Traveling during a pandemic can be tricky with the ever-changing restrictions, but enjoying a much-deserved getaway is still achievable. Two of our AAA Travel agents share their recent experiences on the road. The decision to travel is a personal one. When you’re ready, AAA is ready to help you plan your travels.
BY SUE MARTINEZ | AAA DAYTON SOUTH STORE
I traveled to Cancún, Mexico, in fall 2020 with my husband and my older brother. We stayed at the luxury all-inclusive resort Atelier Playa Mujeres for four nights and at the AAA Four Diamond Secrets The Vine for three nights.
In response to COVID-19, most resorts have transitioned to contactless check-in and menus. Temperature checks were required upon entry at both of our resorts, and, as another precaution, our luggage and shoes were cleaned when we arrived. At Secrets, the in-room glasses, cups, TV remote and iPad were wrapped in thick plastic.
The resorts were about 35 percent occupied, making it nice to have room to roam around. You also didn’t have to wake up early to get seats near the pool or beach, and the restaurants were quiet enough that you could actually have a conversation.
Masks were worn by all staff at all times. Guests were asked to practice social distancing. Masks were not required in the open public areas where social distancing could occur, but masks were required when you approached the hostess at the restaurants as well as at the buffet, where staff served you the main entrees and all side items were pre-plated in single servings.
It was a great trip, and I’m glad I went. I did have my reservations about traveling during COVID-19, but I was reassured when I saw firsthand what the resorts are doing to help people travel again as safely as possible.
BY MATT BERT | AAA WICHITA STORE
In August 2020, my family and I drove out to Cañon City, Colorado, for a week. We spent our time exploring the great outdoors. The drive provided 10 hours of family bonding time while minimizing contact with people outside our family. We limited stops to gas stations and wore masks to go inside to pay. Once we got to our destination, we did most of our own cooking in the house we rented.
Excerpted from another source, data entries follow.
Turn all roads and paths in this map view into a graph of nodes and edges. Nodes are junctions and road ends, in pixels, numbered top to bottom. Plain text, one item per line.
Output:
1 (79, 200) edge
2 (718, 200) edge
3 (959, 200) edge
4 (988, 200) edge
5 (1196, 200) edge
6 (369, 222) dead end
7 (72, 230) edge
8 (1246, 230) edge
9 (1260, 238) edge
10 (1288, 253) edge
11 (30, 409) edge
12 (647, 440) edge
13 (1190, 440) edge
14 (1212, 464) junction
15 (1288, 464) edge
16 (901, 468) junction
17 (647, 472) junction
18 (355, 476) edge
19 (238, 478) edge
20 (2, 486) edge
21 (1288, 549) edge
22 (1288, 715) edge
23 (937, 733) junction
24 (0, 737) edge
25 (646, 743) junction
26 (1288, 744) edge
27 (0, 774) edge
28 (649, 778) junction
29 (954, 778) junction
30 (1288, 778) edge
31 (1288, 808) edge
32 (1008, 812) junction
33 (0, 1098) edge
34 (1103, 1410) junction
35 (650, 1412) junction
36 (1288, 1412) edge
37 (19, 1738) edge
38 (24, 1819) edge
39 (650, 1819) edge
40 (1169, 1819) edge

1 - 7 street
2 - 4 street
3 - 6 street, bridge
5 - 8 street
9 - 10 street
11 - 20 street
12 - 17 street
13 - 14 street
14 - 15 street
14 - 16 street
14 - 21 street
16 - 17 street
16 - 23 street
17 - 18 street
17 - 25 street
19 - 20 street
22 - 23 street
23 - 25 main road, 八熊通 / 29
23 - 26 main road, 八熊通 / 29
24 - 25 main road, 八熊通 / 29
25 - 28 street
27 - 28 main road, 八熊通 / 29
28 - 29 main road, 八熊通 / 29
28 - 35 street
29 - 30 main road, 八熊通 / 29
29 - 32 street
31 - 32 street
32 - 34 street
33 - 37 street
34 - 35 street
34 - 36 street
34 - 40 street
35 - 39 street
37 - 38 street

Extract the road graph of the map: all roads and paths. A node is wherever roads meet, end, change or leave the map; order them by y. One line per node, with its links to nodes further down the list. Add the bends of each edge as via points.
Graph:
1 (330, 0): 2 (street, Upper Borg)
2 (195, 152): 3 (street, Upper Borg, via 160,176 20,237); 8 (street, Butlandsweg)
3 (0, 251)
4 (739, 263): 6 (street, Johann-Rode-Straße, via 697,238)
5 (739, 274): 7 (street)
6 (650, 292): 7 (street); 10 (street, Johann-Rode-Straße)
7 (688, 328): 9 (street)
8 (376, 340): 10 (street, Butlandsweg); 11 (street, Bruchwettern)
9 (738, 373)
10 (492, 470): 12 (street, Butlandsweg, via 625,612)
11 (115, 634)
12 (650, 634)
At Garden of the Gods, a National Natural Landmark where you can climb rocks, no masks were needed since you were outside and could social distance. At Cripple Creek and Victor Narrow Gauge Railroad, a highlight of our trip for my three sons, masks were required to board the open-air train cars, but once the train was moving, masks were optional. I highly recommend this train ride if you are looking for an alternative to the Royal Gorge Railroad.
Exploring in our own backyard was a great way to have a socially distanced family vacation and still experience something new.